### [The task]
What is needed is an exact copy of all the entries below.

(Records from a collection)
****

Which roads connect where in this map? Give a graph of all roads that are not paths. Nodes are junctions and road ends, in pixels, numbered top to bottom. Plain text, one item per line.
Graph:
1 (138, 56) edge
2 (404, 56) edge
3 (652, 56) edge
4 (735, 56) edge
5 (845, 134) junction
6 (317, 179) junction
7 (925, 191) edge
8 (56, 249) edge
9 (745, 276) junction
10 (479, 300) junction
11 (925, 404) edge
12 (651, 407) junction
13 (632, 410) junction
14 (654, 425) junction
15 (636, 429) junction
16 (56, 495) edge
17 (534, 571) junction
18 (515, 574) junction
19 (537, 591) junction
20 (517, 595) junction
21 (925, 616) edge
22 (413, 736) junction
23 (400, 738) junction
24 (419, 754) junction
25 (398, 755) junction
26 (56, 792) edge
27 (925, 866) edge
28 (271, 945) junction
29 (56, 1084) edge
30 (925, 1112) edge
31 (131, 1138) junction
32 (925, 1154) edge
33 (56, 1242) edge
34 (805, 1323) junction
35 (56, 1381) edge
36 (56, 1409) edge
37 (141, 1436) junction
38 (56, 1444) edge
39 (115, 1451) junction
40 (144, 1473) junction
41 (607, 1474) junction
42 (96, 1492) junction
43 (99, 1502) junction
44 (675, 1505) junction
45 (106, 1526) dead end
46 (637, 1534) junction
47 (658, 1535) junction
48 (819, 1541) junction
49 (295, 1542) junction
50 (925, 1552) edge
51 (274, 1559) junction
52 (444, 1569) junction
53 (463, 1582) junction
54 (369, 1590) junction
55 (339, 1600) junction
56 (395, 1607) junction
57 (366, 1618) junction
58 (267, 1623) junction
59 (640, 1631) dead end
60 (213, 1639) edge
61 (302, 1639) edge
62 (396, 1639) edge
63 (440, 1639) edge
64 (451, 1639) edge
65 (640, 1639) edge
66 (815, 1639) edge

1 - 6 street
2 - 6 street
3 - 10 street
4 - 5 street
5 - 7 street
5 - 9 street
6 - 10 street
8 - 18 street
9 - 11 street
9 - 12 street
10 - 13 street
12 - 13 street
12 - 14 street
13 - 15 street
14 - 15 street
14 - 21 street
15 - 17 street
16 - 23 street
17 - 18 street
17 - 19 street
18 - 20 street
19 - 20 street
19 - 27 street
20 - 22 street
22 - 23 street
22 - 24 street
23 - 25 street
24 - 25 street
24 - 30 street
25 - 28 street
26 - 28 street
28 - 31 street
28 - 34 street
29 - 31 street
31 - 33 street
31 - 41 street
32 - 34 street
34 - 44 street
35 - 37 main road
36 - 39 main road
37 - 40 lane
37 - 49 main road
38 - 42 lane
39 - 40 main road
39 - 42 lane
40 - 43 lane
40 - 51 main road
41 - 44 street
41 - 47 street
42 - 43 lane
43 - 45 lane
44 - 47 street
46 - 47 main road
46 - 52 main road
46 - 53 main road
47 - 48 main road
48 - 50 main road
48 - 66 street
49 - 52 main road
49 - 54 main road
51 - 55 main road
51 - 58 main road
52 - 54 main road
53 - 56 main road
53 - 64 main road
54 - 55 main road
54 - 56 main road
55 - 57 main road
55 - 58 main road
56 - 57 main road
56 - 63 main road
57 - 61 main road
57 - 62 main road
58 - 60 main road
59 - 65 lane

****

### [Answer to this exercise]
Which roads connect where in this map? Give a graph of all roads that are not paths. Nodes are junctions and road ends, in pixels, numbered top to bottom. Plain text, one item per line.
Graph:
1 (138, 56) edge
2 (404, 56) edge
3 (652, 56) edge
4 (735, 56) edge
5 (845, 134) junction
6 (317, 179) junction
7 (925, 191) edge
8 (56, 249) edge
9 (745, 276) junction
10 (479, 300) junction
11 (925, 404) edge
12 (651, 407) junction
13 (632, 410) junction
14 (654, 425) junction
15 (636, 429) junction
16 (56, 495) edge
17 (534, 571) junction
18 (515, 574) junction
19 (537, 591) junction
20 (517, 595) junction
21 (925, 616) edge
22 (413, 736) junction
23 (400, 738) junction
24 (419, 754) junction
25 (398, 755) junction
26 (56, 792) edge
27 (925, 866) edge
28 (271, 945) junction
29 (56, 1084) edge
30 (925, 1112) edge
31 (131, 1138) junction
32 (925, 1154) edge
33 (56, 1242) edge
34 (805, 1323) junction
35 (56, 1381) edge
36 (56, 1409) edge
37 (141, 1436) junction
38 (56, 1444) edge
39 (115, 1451) junction
40 (144, 1473) junction
41 (607, 1474) junction
42 (96, 1492) junction
43 (99, 1502) junction
44 (675, 1505) junction
45 (106, 1526) dead end
46 (637, 1534) junction
47 (658, 1535) junction
48 (819, 1541) junction
49 (295, 1542) junction
50 (925, 1552) edge
51 (274, 1559) junction
52 (444, 1569) junction
53 (463, 1582) junction
54 (369, 1590) junction
55 (339, 1600) junction
56 (395, 1607) junction
57 (366, 1618) junction
58 (267, 1623) junction
59 (640, 1631) dead end
60 (213, 1639) edge
61 (302, 1639) edge
62 (396, 1639) edge
63 (440, 1639) edge
64 (451, 1639) edge
65 (640, 1639) edge
66 (815, 1639) edge

1 - 6 street
2 - 6 street
3 - 10 street
4 - 5 street
5 - 7 street
5 - 9 street
6 - 10 street
8 - 18 street
9 - 11 street
9 - 12 street
10 - 13 street
12 - 13 street
12 - 14 street
13 - 15 street
14 - 15 street
14 - 21 street
15 - 17 street
16 - 23 street
17 - 18 street
17 - 19 street
18 - 20 street
19 - 20 street
19 - 27 street
20 - 22 street
22 - 23 street
22 - 24 street
23 - 25 street
24 - 25 street
24 - 30 street
25 - 28 street
26 - 28 street
28 - 31 street
28 - 34 street
29 - 31 street
31 - 33 street
31 - 41 street
32 - 34 street
34 - 44 street
35 - 37 main road
36 - 39 main road
37 - 40 lane
37 - 49 main road
38 - 42 lane
39 - 40 main road
39 - 42 lane
40 - 43 lane
40 - 51 main road
41 - 44 street
41 - 47 street
42 - 43 lane
43 - 45 lane
44 - 47 street
46 - 47 main road
46 - 52 main road
46 - 53 main road
47 - 48 main road
48 - 50 main road
48 - 66 street
49 - 52 main road
49 - 54 main road
51 - 55 main road
51 - 58 main road
52 - 54 main road
53 - 56 main road
53 - 64 main road
54 - 55 main road
54 - 56 main road
55 - 57 main road
55 - 58 main road
56 - 57 main road
56 - 63 main road
57 - 61 main road
57 - 62 main road
58 - 60 main road
59 - 65 lane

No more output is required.